Task prompt: Could you count the lines in the data that contain "index"? Reply with the number only.

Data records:
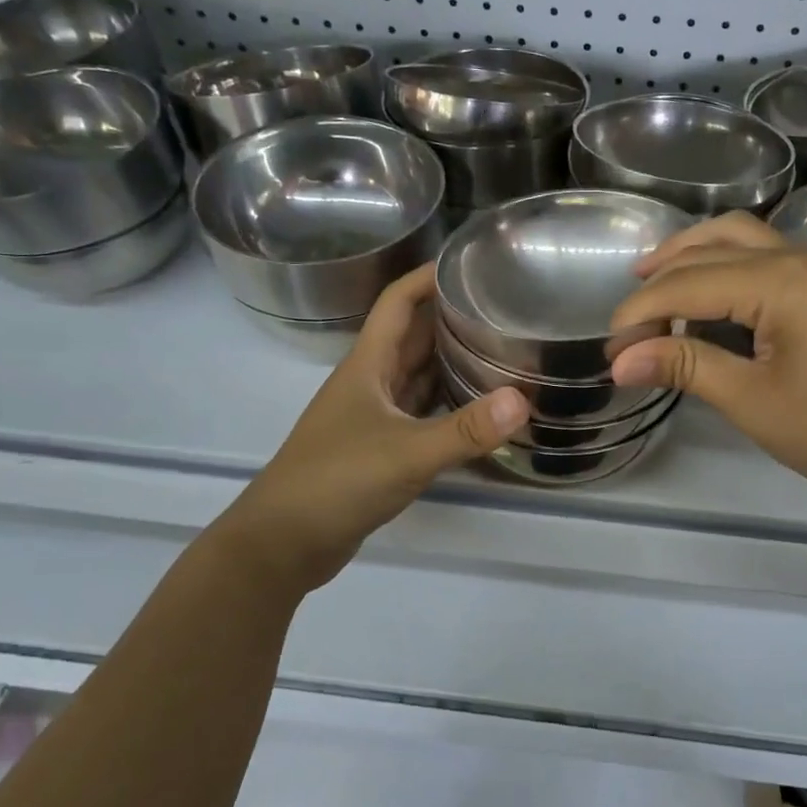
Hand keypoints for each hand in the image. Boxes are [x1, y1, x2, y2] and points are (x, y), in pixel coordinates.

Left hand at [222, 263, 528, 582]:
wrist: (283, 543)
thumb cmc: (336, 481)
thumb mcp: (405, 453)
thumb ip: (464, 430)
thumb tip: (523, 400)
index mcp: (367, 365)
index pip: (397, 302)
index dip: (428, 277)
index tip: (469, 264)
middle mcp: (370, 382)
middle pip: (412, 336)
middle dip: (451, 316)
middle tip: (503, 308)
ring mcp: (373, 416)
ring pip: (417, 375)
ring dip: (451, 360)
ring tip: (501, 350)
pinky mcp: (379, 448)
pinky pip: (420, 411)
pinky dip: (447, 404)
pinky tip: (479, 410)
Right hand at [607, 212, 806, 516]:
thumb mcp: (753, 401)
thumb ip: (686, 367)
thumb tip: (621, 360)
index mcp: (780, 279)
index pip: (687, 283)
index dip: (640, 313)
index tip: (610, 351)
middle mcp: (799, 257)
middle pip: (710, 247)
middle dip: (660, 280)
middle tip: (626, 323)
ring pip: (741, 239)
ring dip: (692, 257)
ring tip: (653, 284)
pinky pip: (764, 258)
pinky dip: (724, 268)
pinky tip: (708, 300)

Answer box: 8